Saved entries
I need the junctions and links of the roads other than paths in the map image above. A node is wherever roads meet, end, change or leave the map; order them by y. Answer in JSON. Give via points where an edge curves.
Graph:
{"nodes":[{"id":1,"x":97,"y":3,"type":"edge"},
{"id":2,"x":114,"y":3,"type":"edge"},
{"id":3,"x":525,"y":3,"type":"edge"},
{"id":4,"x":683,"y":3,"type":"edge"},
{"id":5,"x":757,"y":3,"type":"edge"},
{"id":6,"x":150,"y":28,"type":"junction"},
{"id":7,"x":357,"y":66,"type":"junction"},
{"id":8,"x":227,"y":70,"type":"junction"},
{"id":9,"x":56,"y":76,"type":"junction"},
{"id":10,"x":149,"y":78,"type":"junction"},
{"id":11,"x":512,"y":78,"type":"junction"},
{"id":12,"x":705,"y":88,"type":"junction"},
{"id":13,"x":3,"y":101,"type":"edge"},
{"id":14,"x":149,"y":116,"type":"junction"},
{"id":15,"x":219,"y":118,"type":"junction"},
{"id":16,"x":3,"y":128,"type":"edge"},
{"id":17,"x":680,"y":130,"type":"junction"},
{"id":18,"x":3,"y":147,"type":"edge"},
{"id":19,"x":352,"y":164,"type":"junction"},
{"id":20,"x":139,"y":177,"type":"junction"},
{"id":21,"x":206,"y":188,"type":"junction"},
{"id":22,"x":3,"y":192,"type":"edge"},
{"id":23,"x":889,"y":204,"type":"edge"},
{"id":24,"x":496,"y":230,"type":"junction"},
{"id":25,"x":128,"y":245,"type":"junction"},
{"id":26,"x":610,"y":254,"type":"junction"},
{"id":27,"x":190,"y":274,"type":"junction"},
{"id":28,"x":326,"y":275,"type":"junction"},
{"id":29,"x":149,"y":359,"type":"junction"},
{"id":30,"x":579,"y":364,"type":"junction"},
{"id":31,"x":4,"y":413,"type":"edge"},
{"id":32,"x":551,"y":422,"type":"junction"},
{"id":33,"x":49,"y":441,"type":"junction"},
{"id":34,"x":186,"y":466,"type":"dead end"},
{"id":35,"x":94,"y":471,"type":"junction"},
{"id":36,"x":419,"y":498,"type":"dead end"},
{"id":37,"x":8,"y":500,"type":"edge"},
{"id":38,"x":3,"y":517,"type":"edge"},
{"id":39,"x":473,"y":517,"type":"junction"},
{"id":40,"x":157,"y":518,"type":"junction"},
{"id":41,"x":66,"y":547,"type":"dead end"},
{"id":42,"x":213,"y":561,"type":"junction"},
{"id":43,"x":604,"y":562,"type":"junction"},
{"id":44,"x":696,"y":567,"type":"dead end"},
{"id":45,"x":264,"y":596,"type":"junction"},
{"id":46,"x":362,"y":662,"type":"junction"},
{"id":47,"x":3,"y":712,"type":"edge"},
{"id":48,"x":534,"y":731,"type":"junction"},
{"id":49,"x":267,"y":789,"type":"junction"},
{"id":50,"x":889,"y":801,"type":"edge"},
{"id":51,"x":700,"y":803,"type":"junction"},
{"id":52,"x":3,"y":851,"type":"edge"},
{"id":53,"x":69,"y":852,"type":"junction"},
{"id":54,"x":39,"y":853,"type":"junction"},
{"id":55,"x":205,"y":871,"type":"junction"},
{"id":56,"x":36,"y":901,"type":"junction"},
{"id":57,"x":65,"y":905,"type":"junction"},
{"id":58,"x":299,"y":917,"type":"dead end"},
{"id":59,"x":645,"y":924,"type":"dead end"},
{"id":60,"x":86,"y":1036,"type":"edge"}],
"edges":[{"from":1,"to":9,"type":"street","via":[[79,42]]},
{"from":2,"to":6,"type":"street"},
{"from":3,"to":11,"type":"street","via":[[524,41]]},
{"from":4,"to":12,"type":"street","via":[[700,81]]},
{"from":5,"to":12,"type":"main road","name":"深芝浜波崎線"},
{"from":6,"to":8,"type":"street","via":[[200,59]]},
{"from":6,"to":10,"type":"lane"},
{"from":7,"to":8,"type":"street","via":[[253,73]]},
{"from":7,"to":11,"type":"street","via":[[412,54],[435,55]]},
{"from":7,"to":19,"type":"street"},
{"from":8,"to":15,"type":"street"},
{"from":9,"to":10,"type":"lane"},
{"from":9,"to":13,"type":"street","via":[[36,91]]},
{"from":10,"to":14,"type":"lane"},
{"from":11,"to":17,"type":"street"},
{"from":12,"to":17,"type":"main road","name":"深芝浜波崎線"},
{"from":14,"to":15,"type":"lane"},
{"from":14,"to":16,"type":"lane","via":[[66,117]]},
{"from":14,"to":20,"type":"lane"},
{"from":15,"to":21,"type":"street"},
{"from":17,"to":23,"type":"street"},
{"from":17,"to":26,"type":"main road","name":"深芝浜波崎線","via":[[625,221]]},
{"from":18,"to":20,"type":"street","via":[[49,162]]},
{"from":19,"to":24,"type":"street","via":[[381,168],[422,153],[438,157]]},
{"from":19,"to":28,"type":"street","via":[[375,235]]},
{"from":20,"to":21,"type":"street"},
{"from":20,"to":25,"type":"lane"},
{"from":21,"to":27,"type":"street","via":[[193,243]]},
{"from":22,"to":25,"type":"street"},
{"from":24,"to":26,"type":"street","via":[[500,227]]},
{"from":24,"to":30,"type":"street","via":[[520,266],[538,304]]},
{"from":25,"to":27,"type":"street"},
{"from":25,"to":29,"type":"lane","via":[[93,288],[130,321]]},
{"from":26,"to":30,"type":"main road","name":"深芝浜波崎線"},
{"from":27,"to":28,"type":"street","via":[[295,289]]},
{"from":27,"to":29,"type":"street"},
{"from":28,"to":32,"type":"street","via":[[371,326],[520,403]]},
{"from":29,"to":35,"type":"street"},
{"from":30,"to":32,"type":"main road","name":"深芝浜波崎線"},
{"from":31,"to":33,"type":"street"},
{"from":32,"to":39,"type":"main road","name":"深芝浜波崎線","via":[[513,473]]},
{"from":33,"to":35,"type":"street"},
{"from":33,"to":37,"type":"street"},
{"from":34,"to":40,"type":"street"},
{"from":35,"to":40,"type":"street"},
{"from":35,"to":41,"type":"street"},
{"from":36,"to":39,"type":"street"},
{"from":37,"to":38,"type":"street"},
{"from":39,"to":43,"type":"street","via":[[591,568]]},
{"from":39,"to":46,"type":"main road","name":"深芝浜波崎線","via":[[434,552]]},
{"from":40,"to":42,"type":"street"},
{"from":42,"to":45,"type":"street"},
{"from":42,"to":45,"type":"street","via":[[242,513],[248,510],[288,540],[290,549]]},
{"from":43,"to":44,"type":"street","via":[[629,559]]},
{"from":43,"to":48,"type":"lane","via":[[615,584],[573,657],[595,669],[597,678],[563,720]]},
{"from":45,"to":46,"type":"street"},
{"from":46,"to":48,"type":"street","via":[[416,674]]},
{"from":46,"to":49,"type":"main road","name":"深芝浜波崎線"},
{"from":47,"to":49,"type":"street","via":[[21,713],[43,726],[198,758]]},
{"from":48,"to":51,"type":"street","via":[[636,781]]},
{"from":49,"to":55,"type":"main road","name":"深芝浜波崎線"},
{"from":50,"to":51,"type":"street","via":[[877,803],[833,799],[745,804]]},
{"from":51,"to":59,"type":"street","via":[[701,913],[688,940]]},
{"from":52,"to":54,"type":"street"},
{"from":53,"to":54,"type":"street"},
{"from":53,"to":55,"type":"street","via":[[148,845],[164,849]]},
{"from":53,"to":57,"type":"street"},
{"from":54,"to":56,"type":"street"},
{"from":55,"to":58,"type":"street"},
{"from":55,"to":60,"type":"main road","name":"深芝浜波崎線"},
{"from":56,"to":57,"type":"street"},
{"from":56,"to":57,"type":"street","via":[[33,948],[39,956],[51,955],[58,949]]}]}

= WHAT IS BEING ASKED =
Every line of the entries above that includes "main" should be copied.

= ANSWER =
{"from":5,"to":12,"type":"main road","name":"深芝浜波崎線"},
{"from":12,"to":17,"type":"main road","name":"深芝浜波崎線"},
{"from":17,"to":26,"type":"main road","name":"深芝浜波崎線","via":[[625,221]]},
{"from":26,"to":30,"type":"main road","name":"深芝浜波崎線"},
{"from":30,"to":32,"type":"main road","name":"深芝浜波崎線"},
{"from":32,"to":39,"type":"main road","name":"深芝浜波崎線","via":[[513,473]]},
{"from":39,"to":46,"type":"main road","name":"深芝浜波崎線","via":[[434,552]]},
{"from":46,"to":49,"type":"main road","name":"深芝浜波崎線"},
{"from":49,"to":55,"type":"main road","name":"深芝浜波崎線"},
{"from":55,"to":60,"type":"main road","name":"深芝浜波崎線"},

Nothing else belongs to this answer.